Activity.
The answer should be each line of the records that contains the word "rows"; please copy them all.

Material for the task.
*** Block opens ***

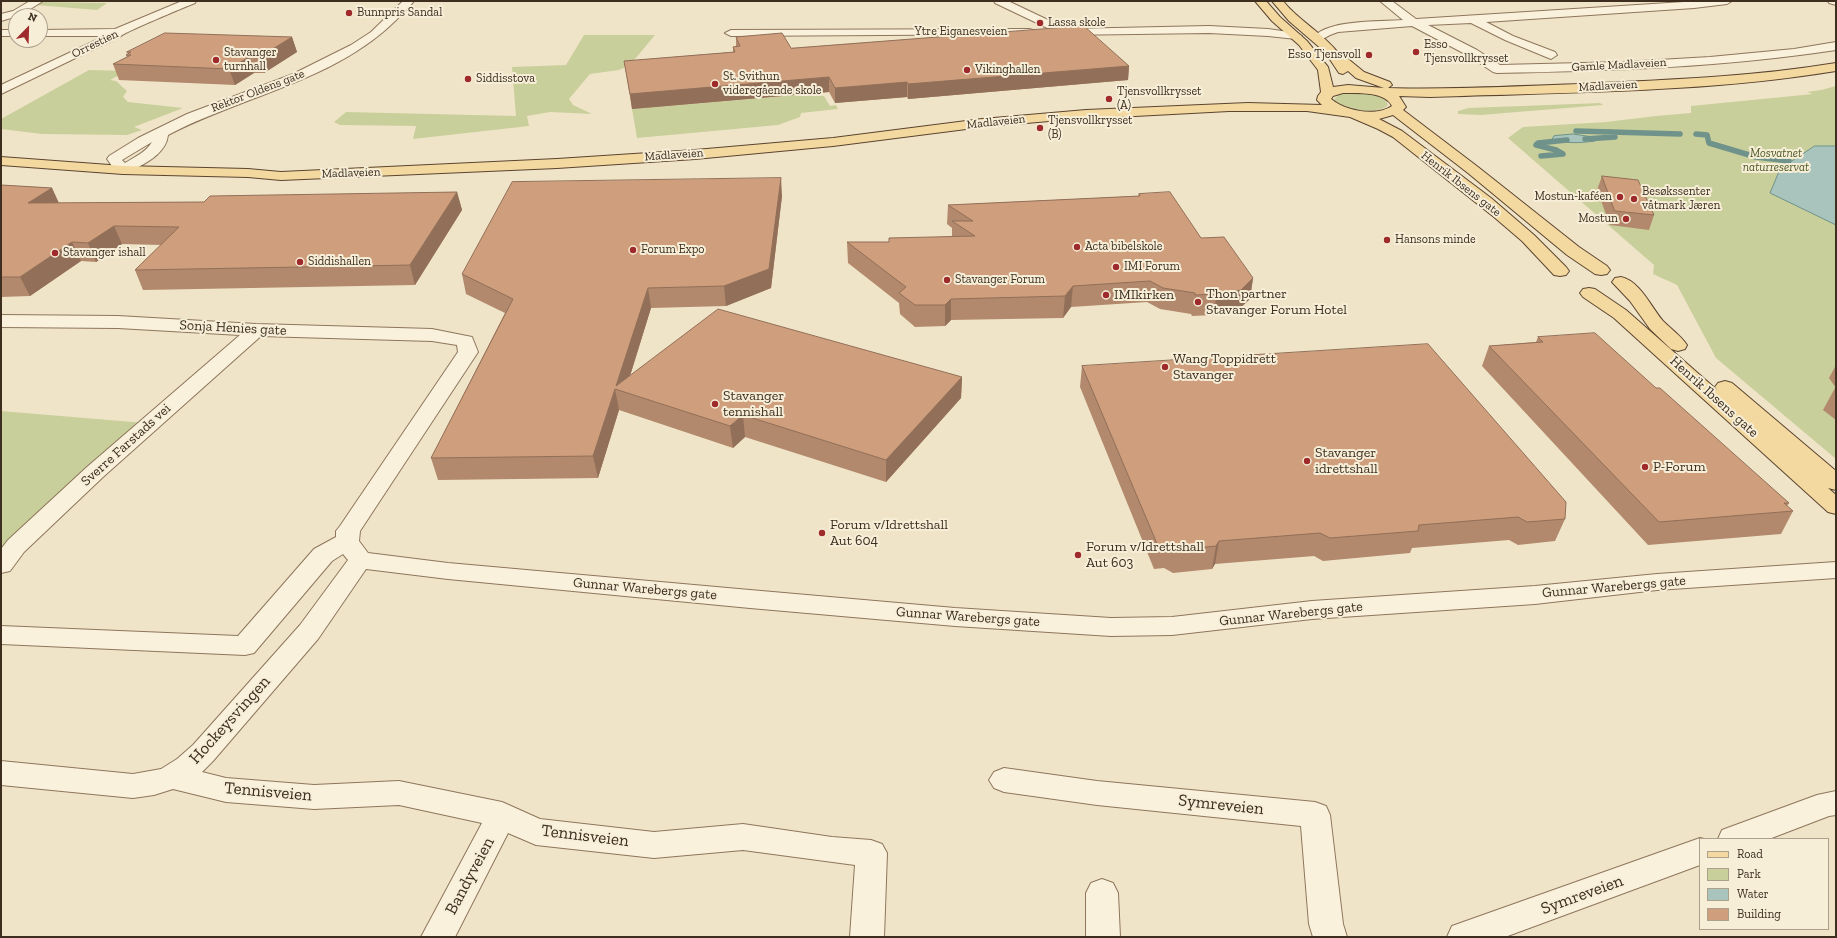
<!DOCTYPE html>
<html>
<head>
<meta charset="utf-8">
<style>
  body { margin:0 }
  #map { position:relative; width:1837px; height:938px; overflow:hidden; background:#f0e4c8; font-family:"Zilla Slab",serif }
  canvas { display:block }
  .frame { position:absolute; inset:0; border:2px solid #3d2e20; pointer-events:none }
  .legend { position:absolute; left:1699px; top:838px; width:130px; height:92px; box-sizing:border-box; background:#f7eed8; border:1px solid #ada18e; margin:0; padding:5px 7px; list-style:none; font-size:12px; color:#3d2e20 }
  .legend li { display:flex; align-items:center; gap:8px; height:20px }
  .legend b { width:20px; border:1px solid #ada18e }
  .north { position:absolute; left:8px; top:8px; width:40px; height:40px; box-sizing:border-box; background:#f7eed8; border:1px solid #ada18e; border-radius:50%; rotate:23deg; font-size:11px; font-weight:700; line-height:16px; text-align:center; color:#3d2e20 }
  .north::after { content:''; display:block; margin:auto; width:14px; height:18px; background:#9e2a2b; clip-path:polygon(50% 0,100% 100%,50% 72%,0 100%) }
</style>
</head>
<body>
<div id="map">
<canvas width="1837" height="938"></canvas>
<div class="frame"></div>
<ul class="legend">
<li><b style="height:5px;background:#f3d9a0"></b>Road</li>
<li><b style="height:11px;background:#c9cf9b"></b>Park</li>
<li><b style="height:11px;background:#a9c4bc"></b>Water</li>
<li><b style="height:11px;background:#cf9f7d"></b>Building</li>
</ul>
<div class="north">N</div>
</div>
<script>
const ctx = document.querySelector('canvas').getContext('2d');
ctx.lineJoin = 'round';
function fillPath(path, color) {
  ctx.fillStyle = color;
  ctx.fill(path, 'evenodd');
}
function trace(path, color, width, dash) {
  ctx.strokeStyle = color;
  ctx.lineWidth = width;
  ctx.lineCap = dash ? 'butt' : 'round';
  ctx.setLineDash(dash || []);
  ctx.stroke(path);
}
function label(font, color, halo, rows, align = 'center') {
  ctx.font = font + ' "Zilla Slab",serif';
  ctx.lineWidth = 4;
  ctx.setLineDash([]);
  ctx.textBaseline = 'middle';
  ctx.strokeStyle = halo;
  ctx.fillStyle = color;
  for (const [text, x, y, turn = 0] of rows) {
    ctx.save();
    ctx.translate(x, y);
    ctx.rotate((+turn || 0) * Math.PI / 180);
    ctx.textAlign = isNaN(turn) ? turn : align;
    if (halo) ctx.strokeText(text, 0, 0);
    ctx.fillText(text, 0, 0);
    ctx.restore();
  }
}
const green = new Path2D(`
  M42,2l65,1 -10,7 -61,-5z
  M584,35h71l-25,30 -11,5 -29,4 -21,25 4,6 19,9 -42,-2 -23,4 2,10 -116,13 3,-13 -76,-1 -6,-3 12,-10 170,4 -4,-49 54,-2z
  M89,70l38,1 -17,9 6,1 11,10 -4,6 5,5 55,6 -49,19 8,3 -15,5 -85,-1 -41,-5v-10z
  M1836,86v373l-120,-101 -39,-73 -24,-11 1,-9 -146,-127 15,-11 83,-5 50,-6 35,-3v-7l122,-12 -6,-2 14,-2z
  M1354,93c10,0 31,1 34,12 -10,10 -47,7 -54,-6l6,-5z
  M808,94l16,2 6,10 6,-1 2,4 -37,4 -1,4 -22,8 -141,13 -5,-29z
  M1600,103l3,2 -122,10 -23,-1v-3l11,-3z
  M1,411l144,12 -144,135z`);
const water = new Path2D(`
  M1573,134l20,3 3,2 -1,2c-15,2 -29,3 -43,-2l2,-3z
  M1815,146h21v79l-66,-32 10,-24z`);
const stream = new Path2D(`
  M1576,131l104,3
  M1696,134l11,1 2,8 47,14 33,4
  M1585,139l30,-2 -6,-5
  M1541,156l22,-2 -7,-4 -20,-5 2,-2 29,-3`);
const street = new Path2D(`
  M30,1h13l-22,14 -20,6v-7l12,-3z
  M182,1h14l-1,2c-10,4 -72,30 -74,33l-120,58v-9l104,-49h-65v-6l75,-1z
  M403,1h11c-5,7 -12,13 -19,20 -61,60 -153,75 -227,114 -2,20 -25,29 -40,38 -11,3 -15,-6 -21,-14l2,-3 29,-18 49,-24 106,-40 58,-29 20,-13zM152,142c-6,10 -17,15 -27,21l-3,-3z
  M994,1h14l59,28 142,-3 59,3 28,4 6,3 -6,3 -28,-3 -59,-3 -147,2 -67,-32z
  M1380,1h12l24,18 284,-18h32l-5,3 -33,4 -208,14 27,14 42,16 2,3 -6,4 -46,-19 -34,-17 -43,2 49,25 23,15 124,-3 86,-5 84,-8 42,-7v8c-112,17 -225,21 -339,23l-4,-1 -24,-16 -57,-30 -74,6 -8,3 -11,6 -6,-3c14,-19 68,-16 90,-18z
  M1828,1h8v4l-7,-2z
  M1029,29l4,1 2,2 -2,2 -302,2 -6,-3 6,-3z
  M1,30h15v6h-15z
  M1,315l117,1 138,8 176,5 40,8 6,15 -118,179 -1,10 9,12 80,10 302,27 205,18 156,10 61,-1 140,-16 223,-15 122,-12 179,-12v16l-179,12 -122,14 -223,15 -140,16 -61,1 -156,-10 -205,-18 -302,-29 -82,-10 -48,70 -105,122 -11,11 24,6 88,7 85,-4 103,21 38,17 114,13 89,-8 89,13 39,3 11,4 5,9 -3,84h-34l5,-72 -112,-15 -89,8 -118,-13 -28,-12 -53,104h-34l61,-114 -83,-18 -85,4 -88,-7 -53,-13 -19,6 -21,3 -132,-13v-24l132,13 28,-5 16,-10 16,-14 107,-120 48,-65 -5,-6 -11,7 -78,92 -9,2 -244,-11v-18l237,10 76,-87 22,-12v-6l4,-5 118,-174 -1,-7 -25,-4 -171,-5 -158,141 -79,75 -14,19 -9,2v-24l7,-9 79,-73 153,-132 -122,-7 -117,-1z
  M1004,768l93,13 218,21 11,4 4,9 13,109 4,13h-34l-4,-13 -8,-98 -204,-21 -93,-13 -10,-4 -5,-8 5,-8z
  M1836,791v24l-7,1 -60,23h-51l4,-9 95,-35z
  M1700,838l4,1h-4v26l-195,72h-58l5,-11z
  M1102,879l11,4 5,10 2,44h-34v-44l5,-10z`);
const primary = new Path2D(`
  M1255,1h11l14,16 27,24 21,26 5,20 15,-2 36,3 -28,-10 -8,-7 -5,3 -4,-1 -14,-21 -36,-31 -17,-20h11c16,20 40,32 56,53h3l22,18 26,10 2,3 -4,3c64,2 127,-2 191,-4 86,-4 172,-7 257,-21v8c-134,22 -271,21 -406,26l-31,-1 7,11 -3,3 75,57 101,80 28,19 3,4 -3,4 -6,1 -6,-1 -28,-19 -99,-82 -75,-58 -14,4 23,12 89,67 43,37 32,32 3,4 -3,4 -6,1 -6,-1 -32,-34 -28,-24 -101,-80 -15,-8 -28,-12 -43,-6h-78l-169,9 -78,7 -149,19 -138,13 -138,9 -276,12 -33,-3 -125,-3 -122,-9v-8l122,9 125,3 33,3 276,-13 138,-9 138,-12 149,-19 104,-9 162,-7 74,2 -5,-5 1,-4 3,-4 -3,-22 -19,-25 -27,-24zM1343,93c13,0 42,-2 49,13 -17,11 -46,5 -61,-7l2,-3z
  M1621,277c19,4 30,30 42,44 8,8 18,15 24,24l-2,4 -7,2 -7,-2 -21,-20 -20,-28 -18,-19 3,-4z
  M1589,288l6,1 31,21 91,80 -2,-3 3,-4 7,-2 7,2 104,88v19l-8,-2 8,7v19l-8,-2 -214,-194 -31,-21 -3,-4 3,-4z`);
const wall = new Path2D(`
  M292,37l5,15 -33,21h-10l-19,12 -116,-5 -6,-16 14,-7 -1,-2 2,-1 -1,-2z
  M736,37l55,11 338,18 -1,14 -220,19 -1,-2 -72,6 -6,-11 -197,17 -8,-48 109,-9v-5l3,-1z
  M1602,176l52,39 -5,15 -39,-5 -13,-35z
  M1,185l51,3 7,15 145,-1 253,-10 5,18 -47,75 -272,5 -8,-20 26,-25 -39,-1 -26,18 -15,-1 -51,35 -29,1z
  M1139,194l62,44 52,40 -3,21 -13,12 -24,4 -21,1 -1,-2 -31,-5 -13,-7 -76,5 -8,11 -112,2 -6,6 -30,1 -15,-13 -1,-11 -51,-40 -1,-21h42l63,-6v-8l-5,-4 1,-19 190,-9z
  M782,196l-11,92 -45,18 -75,2 -21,68 332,1 -1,21 -75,84 -141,-45 -12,11 -114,-38 -21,68 -160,2 -7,-22 74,-145 -39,-19 -4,-20z
  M1538,337l118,51 133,115 -2,3 6,5 -12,23 -133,11 -166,-179 7,-20 47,-4z
  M1836,365v23l-7,-10z
  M1082,366l483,153 -10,22 -37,4 -9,-5 -97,8 -2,5 -87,8 -9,-5 -99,8 -3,5 -39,4 -9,-5 -10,1 -74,-182z
  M1835,388h1v32l-13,-10z`);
const shadedWall = new Path2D(`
  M292,37l5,15 -33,21 -6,-15z
  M249,57l5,16 -19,12 -6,-16z
  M1129,66l-1,14 -220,19v-15z
  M829,77v15l-197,17 -2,-15z
  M907,82v15l-72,6v-15z
  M781,178l1,18 -11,92 -45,18 -2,-20z
  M52,188l8,18 -32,-3z
  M457,192l5,18 -47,75 -5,-20z
  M114,226l8,18 -26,18 -8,-19z
  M72,242l9,19 -51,35 -10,-19z
  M1253,278l-3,21 -13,12 -24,4 4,-21z
  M1073,286l-2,21 -8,11 2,-22z
  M648,288l3,20 -26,84 -9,-6z
  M951,299v21l-6,6v-21z
  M962,377l-1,21 -75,84v-22z
  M615,389l4,21 -21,68 -5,-22z
  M743,415l2,22 -12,11 -3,-22z
  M1219,541l-4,23 -3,5 4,-23z`);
const building = new Path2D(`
  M1084,26l45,40 -221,18 -1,-2 -72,6 -6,-11 -199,17 -6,-33 111,-9 -2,-5 7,-1 -4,-9 46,-4 9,15z
  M165,33l127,4 -34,21 -9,-1 -20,12 -116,-5 18,-9h-5l5,-3h-4z
  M1602,176l36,4 16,35 -39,-4z
  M781,178l-12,91 -45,17 -76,2 -32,98 102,-77 244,68 -76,83 -143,-45 -13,11 -115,-37 -22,67 -162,2 82,-159 -51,-25 50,-92z
  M1,185l51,3 -24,15 176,-1 6,-6 247,-4 -47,73 -275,5 44,-43 -65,-1 -26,17 -16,-1 -52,35h-19z
  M1170,192l31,46 23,-1 29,41 -12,12 -24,4 -22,1v-2l-32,-5 -13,-7 -77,5 -8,10 -114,3 -6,6h-30l-16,-12 7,-6 -59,-45h42v-4l86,-2 -23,-15h21l-25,-16 192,-9 -1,-2z
  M1595,333l61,55h4l129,115h-5l9,8 -134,11 -170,-176 54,-4 -5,-5z
  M1428,344l138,158 -1,17 -38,3 -9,-5 -99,8 -1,6 -88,7 -10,-5 -101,8 -3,5 -39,4 -9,-5 -10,1 -76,-180z`);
const markers = [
  [349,13,4,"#9e2a2b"],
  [1040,23,4,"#9e2a2b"],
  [1416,52,4,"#9e2a2b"],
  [1369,55,4,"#9e2a2b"],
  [216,60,4,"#9e2a2b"],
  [967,70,4,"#9e2a2b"],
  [468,79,4,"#9e2a2b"],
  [715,84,4,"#9e2a2b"],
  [1109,99,4,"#9e2a2b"],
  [1040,128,4,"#9e2a2b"],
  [1620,197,4,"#9e2a2b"],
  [1634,199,4,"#9e2a2b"],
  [1626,219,4,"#9e2a2b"],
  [1387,240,4,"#9e2a2b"],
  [1077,247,4,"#9e2a2b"],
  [633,250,4,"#9e2a2b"],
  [55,253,4,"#9e2a2b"],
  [300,262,4,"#9e2a2b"],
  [1116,267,4,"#9e2a2b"],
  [947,280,4,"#9e2a2b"],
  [1106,295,4,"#9e2a2b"],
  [1198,302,4,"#9e2a2b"],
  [1165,367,4,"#9e2a2b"],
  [715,404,4,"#9e2a2b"],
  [1307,461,4,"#9e2a2b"],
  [1645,467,4,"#9e2a2b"],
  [822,533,4,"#9e2a2b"],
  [1078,555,4,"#9e2a2b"]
];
const farPoinames = [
  ["Bunnpris Sandal",357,13],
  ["Lassa skole",1048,23],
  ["Esso",1424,45],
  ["Tjensvollkrysset",1424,59],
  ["Stavanger",224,53],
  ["turnhall",224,67],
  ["Esso Tjensvoll",1361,55,"right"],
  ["Vikinghallen",975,70],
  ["St. Svithun",723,77],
  ["videregående skole",723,91],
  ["Siddisstova",476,79],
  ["Tjensvollkrysset",1117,92],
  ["(A)",1117,106],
  ["Tjensvollkrysset",1048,121],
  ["(B)",1048,135],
  ["Besøkssenter",1642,192],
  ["våtmark Jæren",1642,206],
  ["Mostun-kaféen",1612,197,"right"],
  ["Mostun",1618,219,"right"],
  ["Hansons minde",1395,240],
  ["Acta bibelskole",1085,247],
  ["Forum Expo",641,250],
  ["Stavanger ishall",63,253],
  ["Siddishallen",308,262],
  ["IMI Forum",1124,267],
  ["Stavanger Forum",955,280]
];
const farStreetnames = [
  ["Ytre Eiganesveien",961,32],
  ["Orrestien",95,44,-26],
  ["Gamle Madlaveien",1619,65,-3],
  ["Madlaveien",1608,86,-3],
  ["Rektor Oldens gate",258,91,-21],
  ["Madlaveien",996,122,-6],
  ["Madlaveien",674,155,-4],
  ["Madlaveien",351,173,-2],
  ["Henrik Ibsens gate",1461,184,38]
];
const farParknames = [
  ["Mosvatnet",1776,154],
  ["naturreservat",1776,168]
];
const poiNames = [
  ["Thon partner",1206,294],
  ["Stavanger Forum Hotel",1206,310],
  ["IMIkirken",1114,295],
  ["Wang Toppidrett",1173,359],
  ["Stavanger",1173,375],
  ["Stavanger",723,396],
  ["tennishall",723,412],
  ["Stavanger",1315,453],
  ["idrettshall",1315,469],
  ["P-Forum",1653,467],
  ["Forum v/Idrettshall",830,525],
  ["Aut 604",830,541],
  ["Forum v/Idrettshall",1086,547],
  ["Aut 603",1086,563]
];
const streetNames = [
  ["Sonja Henies gate",233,328,3],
  ["Henrik Ibsens gate",1714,397,42],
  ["Sverre Farstads vei",126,445,-42],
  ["Gunnar Warebergs gate",1614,587,-5],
  ["Gunnar Warebergs gate",645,589,5],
  ["Gunnar Warebergs gate",1291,614,-6],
  ["Gunnar Warebergs gate",968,617,4]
];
const nearStreetnames = [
  ["Hockeysvingen",230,720,-48],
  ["Tennisveien",268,792,5],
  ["Symreveien",1221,805,6],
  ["Tennisveien",585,836,7],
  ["Bandyveien",470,876,-62],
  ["Symreveien",1582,895,-20]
];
fillPath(green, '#c9cf9b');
fillPath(water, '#a9c4bc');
trace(water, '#6f938a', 1);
trace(stream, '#6f938a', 5.5);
trace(street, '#8d765c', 2);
trace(primary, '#5b4430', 2);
fillPath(street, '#faf1dc');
fillPath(primary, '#f3d9a0');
fillPath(wall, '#b2896c');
fillPath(shadedWall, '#916f58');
fillPath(building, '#cf9f7d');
trace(building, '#916f58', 1);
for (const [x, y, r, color] of markers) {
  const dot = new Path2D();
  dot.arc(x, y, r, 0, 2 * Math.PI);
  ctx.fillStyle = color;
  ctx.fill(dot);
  trace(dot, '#f7eed8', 1.5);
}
label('12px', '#3d2e20', '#f7eed8', farPoinames, 'left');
label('12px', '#3d2e20', '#f7eed8', farStreetnames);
label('italic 12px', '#4d5a26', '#f7eed8', farParknames);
label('14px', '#3d2e20', '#f7eed8', poiNames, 'left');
label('14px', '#3d2e20', '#f7eed8', streetNames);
label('17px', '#3d2e20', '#f7eed8', nearStreetnames);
</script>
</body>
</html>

*** Block closes ***

Exercise response.
function label(font, color, halo, rows, align = 'center') {
  for (const [text, x, y, turn = 0] of rows) {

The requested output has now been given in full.